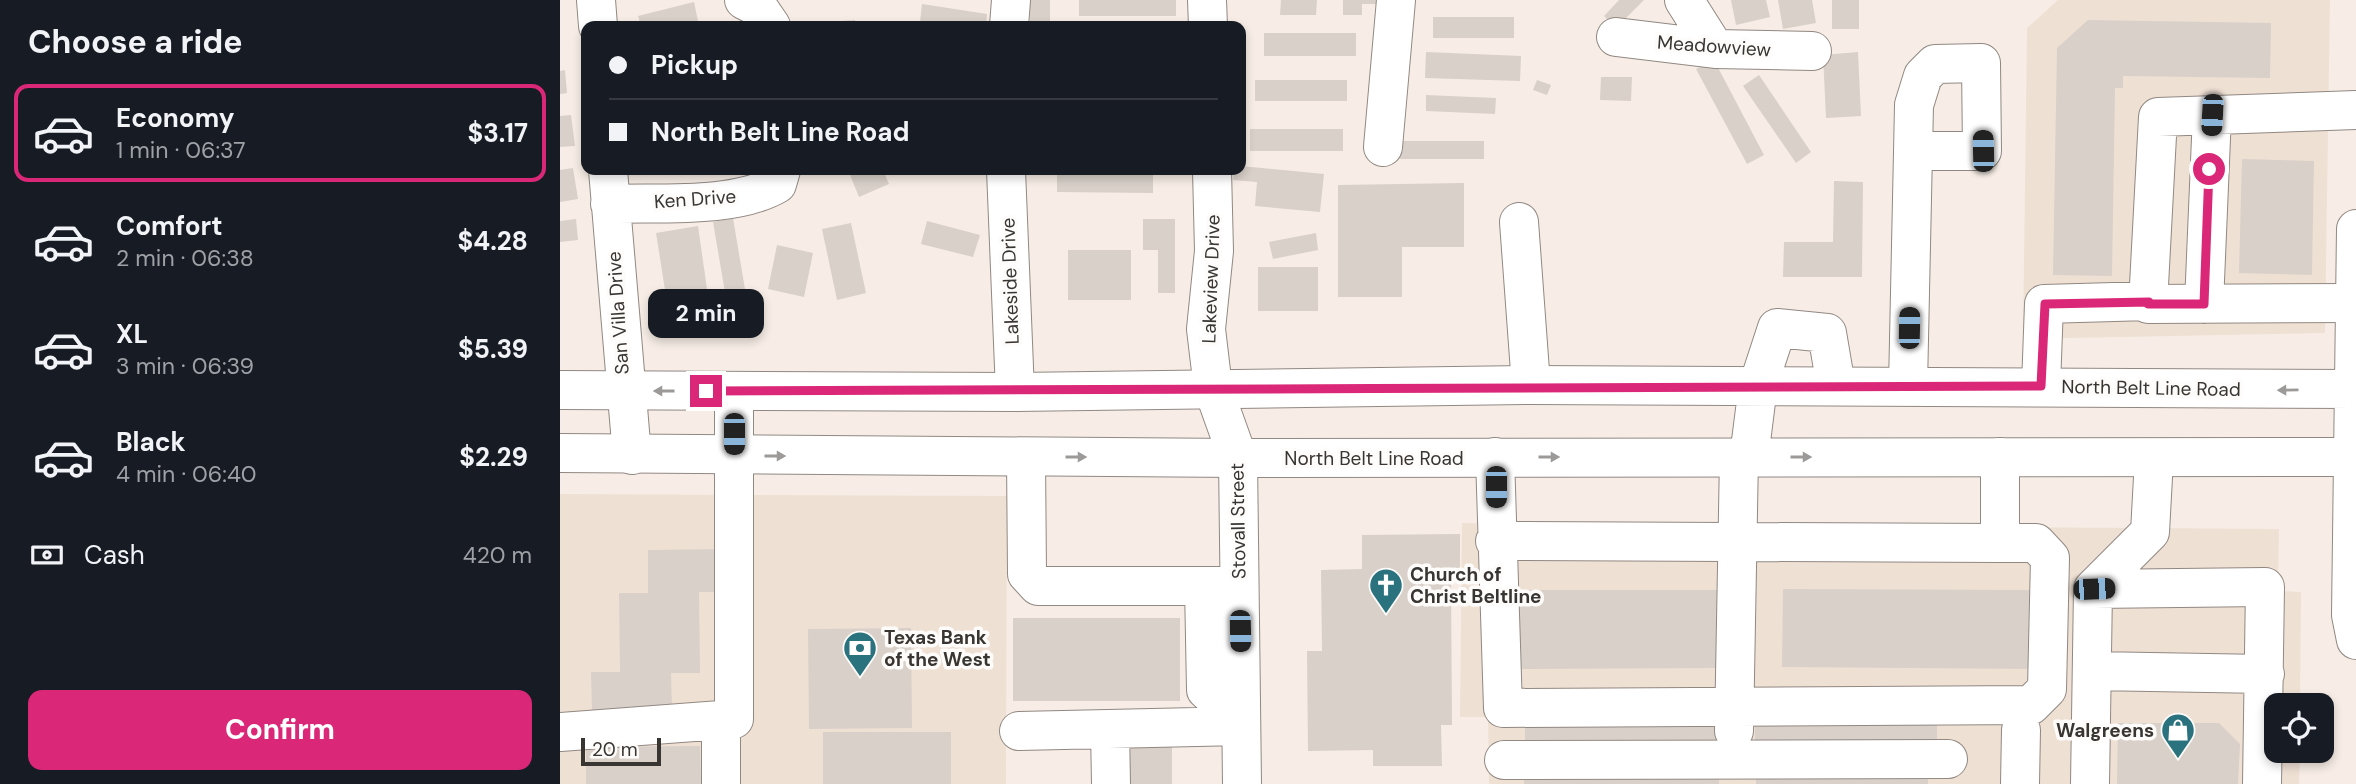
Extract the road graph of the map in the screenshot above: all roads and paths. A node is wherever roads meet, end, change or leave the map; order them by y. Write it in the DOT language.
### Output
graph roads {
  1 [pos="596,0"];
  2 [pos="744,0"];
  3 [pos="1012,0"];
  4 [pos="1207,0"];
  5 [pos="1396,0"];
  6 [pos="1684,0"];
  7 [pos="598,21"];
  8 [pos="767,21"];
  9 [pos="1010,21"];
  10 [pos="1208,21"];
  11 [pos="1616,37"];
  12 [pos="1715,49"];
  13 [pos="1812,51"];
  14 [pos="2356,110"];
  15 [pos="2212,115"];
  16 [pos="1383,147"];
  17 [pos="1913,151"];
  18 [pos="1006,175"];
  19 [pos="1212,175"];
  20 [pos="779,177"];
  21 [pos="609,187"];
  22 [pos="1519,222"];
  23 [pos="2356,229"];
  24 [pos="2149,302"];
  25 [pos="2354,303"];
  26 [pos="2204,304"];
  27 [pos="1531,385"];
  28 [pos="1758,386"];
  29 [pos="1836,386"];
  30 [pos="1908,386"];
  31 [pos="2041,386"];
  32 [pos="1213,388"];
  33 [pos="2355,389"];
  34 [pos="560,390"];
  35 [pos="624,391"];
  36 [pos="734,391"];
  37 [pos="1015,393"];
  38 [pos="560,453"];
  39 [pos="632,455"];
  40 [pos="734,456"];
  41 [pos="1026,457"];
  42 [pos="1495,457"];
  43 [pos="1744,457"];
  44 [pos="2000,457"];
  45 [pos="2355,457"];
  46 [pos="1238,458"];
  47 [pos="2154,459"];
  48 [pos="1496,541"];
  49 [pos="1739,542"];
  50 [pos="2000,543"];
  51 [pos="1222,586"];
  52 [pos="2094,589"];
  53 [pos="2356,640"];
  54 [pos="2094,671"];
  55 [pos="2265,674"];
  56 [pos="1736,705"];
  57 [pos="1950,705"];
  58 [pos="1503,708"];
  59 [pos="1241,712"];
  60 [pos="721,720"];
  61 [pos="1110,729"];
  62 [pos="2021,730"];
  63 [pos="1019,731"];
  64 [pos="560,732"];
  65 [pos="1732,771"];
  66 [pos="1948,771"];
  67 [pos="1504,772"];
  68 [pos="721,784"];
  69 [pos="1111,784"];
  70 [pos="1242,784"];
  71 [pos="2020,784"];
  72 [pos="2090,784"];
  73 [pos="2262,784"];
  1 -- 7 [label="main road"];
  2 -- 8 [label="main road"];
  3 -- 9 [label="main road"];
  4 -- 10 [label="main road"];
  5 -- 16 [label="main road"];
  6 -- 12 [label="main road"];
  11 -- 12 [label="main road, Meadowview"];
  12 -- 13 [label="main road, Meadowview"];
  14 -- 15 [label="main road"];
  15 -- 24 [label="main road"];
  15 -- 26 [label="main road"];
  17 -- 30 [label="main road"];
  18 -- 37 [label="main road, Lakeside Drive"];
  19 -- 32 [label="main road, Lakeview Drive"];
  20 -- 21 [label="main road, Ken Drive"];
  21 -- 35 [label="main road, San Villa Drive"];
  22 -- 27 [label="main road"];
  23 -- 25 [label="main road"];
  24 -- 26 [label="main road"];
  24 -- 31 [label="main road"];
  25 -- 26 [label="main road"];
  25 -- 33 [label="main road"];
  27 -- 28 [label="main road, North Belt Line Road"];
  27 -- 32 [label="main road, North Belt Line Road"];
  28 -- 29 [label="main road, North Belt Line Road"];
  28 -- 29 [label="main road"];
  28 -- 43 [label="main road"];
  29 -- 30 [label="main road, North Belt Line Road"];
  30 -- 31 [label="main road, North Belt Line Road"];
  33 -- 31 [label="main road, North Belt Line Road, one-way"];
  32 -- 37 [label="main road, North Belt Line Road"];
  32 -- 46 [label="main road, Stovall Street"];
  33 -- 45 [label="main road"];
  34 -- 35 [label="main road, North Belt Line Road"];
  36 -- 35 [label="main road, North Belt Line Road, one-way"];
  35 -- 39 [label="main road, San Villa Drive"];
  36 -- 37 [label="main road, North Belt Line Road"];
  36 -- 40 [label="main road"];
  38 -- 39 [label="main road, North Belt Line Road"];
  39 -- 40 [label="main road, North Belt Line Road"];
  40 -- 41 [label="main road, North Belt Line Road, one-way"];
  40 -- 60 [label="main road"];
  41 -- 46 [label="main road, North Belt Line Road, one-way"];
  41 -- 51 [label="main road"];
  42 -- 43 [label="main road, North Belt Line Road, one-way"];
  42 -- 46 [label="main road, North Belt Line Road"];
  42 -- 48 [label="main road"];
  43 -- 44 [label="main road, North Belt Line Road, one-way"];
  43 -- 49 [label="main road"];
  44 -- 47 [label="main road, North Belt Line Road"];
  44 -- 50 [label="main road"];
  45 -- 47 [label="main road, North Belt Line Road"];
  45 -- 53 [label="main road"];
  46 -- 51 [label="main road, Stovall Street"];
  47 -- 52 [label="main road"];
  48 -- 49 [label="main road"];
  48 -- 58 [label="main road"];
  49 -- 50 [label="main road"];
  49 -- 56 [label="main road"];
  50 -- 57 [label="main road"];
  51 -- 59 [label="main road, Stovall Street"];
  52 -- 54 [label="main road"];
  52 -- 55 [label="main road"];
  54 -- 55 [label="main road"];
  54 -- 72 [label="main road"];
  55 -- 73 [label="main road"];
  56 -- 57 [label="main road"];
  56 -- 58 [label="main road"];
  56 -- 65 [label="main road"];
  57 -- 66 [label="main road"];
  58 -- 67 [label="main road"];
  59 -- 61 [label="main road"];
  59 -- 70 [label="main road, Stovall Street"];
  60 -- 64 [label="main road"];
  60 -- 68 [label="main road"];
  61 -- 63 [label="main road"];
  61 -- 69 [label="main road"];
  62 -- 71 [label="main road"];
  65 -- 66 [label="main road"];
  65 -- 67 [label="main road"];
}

- - - -

• Description of the task
Would you please print out all the records above exactly, minus any pictures?

• Task result
Extract the road graph of the map in the screenshot above: all roads and paths. A node is wherever roads meet, end, change or leave the map; order them by y. Write it in the DOT language.
### Output
graph roads {
  1 [pos="596,0"];
  2 [pos="744,0"];
  3 [pos="1012,0"];
  4 [pos="1207,0"];
  5 [pos="1396,0"];
  6 [pos="1684,0"];
  7 [pos="598,21"];
  8 [pos="767,21"];
  9 [pos="1010,21"];
  10 [pos="1208,21"];
  11 [pos="1616,37"];
  12 [pos="1715,49"];
  13 [pos="1812,51"];
  14 [pos="2356,110"];
  15 [pos="2212,115"];
  16 [pos="1383,147"];
  17 [pos="1913,151"];
  18 [pos="1006,175"];
  19 [pos="1212,175"];
  20 [pos="779,177"];
  21 [pos="609,187"];
  22 [pos="1519,222"];
  23 [pos="2356,229"];
  24 [pos="2149,302"];
  25 [pos="2354,303"];
  26 [pos="2204,304"];
  27 [pos="1531,385"];
  28 [pos="1758,386"];
  29 [pos="1836,386"];
  30 [pos="1908,386"];
  31 [pos="2041,386"];
  32 [pos="1213,388"];
  33 [pos="2355,389"];
  34 [pos="560,390"];
  35 [pos="624,391"];
  36 [pos="734,391"];
  37 [pos="1015,393"];
  38 [pos="560,453"];
  39 [pos="632,455"];
  40 [pos="734,456"];
  41 [pos="1026,457"];
  42 [pos="1495,457"];
  43 [pos="1744,457"];
  44 [pos="2000,457"];
  45 [pos="2355,457"];
  46 [pos="1238,458"];
  47 [pos="2154,459"];
  48 [pos="1496,541"];
  49 [pos="1739,542"];
  50 [pos="2000,543"];
  51 [pos="1222,586"];
  52 [pos="2094,589"];
  53 [pos="2356,640"];
  54 [pos="2094,671"];
  55 [pos="2265,674"];
  56 [pos="1736,705"];
  57 [pos="1950,705"];
  58 [pos="1503,708"];
  59 [pos="1241,712"];
  60 [pos="721,720"];
  61 [pos="1110,729"];
  62 [pos="2021,730"];
  63 [pos="1019,731"];
  64 [pos="560,732"];
  65 [pos="1732,771"];
  66 [pos="1948,771"];
  67 [pos="1504,772"];
  68 [pos="721,784"];
  69 [pos="1111,784"];
  70 [pos="1242,784"];
  71 [pos="2020,784"];
  72 [pos="2090,784"];
  73 [pos="2262,784"];
  1 -- 7 [label="main road"];
  2 -- 8 [label="main road"];
  3 -- 9 [label="main road"];
  4 -- 10 [label="main road"];
  5 -- 16 [label="main road"];
  6 -- 12 [label="main road"];
  11 -- 12 [label="main road, Meadowview"];
  12 -- 13 [label="main road, Meadowview"];
  14 -- 15 [label="main road"];
  15 -- 24 [label="main road"];
  15 -- 26 [label="main road"];
  17 -- 30 [label="main road"];
  18 -- 37 [label="main road, Lakeside Drive"];
  19 -- 32 [label="main road, Lakeview Drive"];
  20 -- 21 [label="main road, Ken Drive"];
  21 -- 35 [label="main road, San Villa Drive"];
  22 -- 27 [label="main road"];
  23 -- 25 [label="main road"];
  24 -- 26 [label="main road"];
  24 -- 31 [label="main road"];
  25 -- 26 [label="main road"];
  25 -- 33 [label="main road"];
  27 -- 28 [label="main road, North Belt Line Road"];
  27 -- 32 [label="main road, North Belt Line Road"];
  28 -- 29 [label="main road, North Belt Line Road"];
  28 -- 29 [label="main road"];
  28 -- 43 [label="main road"];
  29 -- 30 [label="main road, North Belt Line Road"];
  30 -- 31 [label="main road, North Belt Line Road"];
  33 -- 31 [label="main road, North Belt Line Road, one-way"];
  32 -- 37 [label="main road, North Belt Line Road"];
  32 -- 46 [label="main road, Stovall Street"];
  33 -- 45 [label="main road"];
  34 -- 35 [label="main road, North Belt Line Road"];
  36 -- 35 [label="main road, North Belt Line Road, one-way"];
  35 -- 39 [label="main road, San Villa Drive"];
  36 -- 37 [label="main road, North Belt Line Road"];
  36 -- 40 [label="main road"];
  38 -- 39 [label="main road, North Belt Line Road"];
  39 -- 40 [label="main road, North Belt Line Road"];
  40 -- 41 [label="main road, North Belt Line Road, one-way"];
  40 -- 60 [label="main road"];
  41 -- 46 [label="main road, North Belt Line Road, one-way"];
  41 -- 51 [label="main road"];
  42 -- 43 [label="main road, North Belt Line Road, one-way"];
  42 -- 46 [label="main road, North Belt Line Road"];
  42 -- 48 [label="main road"];
  43 -- 44 [label="main road, North Belt Line Road, one-way"];
  43 -- 49 [label="main road"];
  44 -- 47 [label="main road, North Belt Line Road"];
  44 -- 50 [label="main road"];
  45 -- 47 [label="main road, North Belt Line Road"];
  45 -- 53 [label="main road"];
  46 -- 51 [label="main road, Stovall Street"];
  47 -- 52 [label="main road"];
  48 -- 49 [label="main road"];
  48 -- 58 [label="main road"];
  49 -- 50 [label="main road"];
  49 -- 56 [label="main road"];
  50 -- 57 [label="main road"];
  51 -- 59 [label="main road, Stovall Street"];
  52 -- 54 [label="main road"];
  52 -- 55 [label="main road"];
  54 -- 55 [label="main road"];
  54 -- 72 [label="main road"];
  55 -- 73 [label="main road"];
  56 -- 57 [label="main road"];
  56 -- 58 [label="main road"];
  56 -- 65 [label="main road"];
  57 -- 66 [label="main road"];
  58 -- 67 [label="main road"];
  59 -- 61 [label="main road"];
  59 -- 70 [label="main road, Stovall Street"];
  60 -- 64 [label="main road"];
  60 -- 68 [label="main road"];
  61 -- 63 [label="main road"];
  61 -- 69 [label="main road"];
  62 -- 71 [label="main road"];
  65 -- 66 [label="main road"];
  65 -- 67 [label="main road"];
}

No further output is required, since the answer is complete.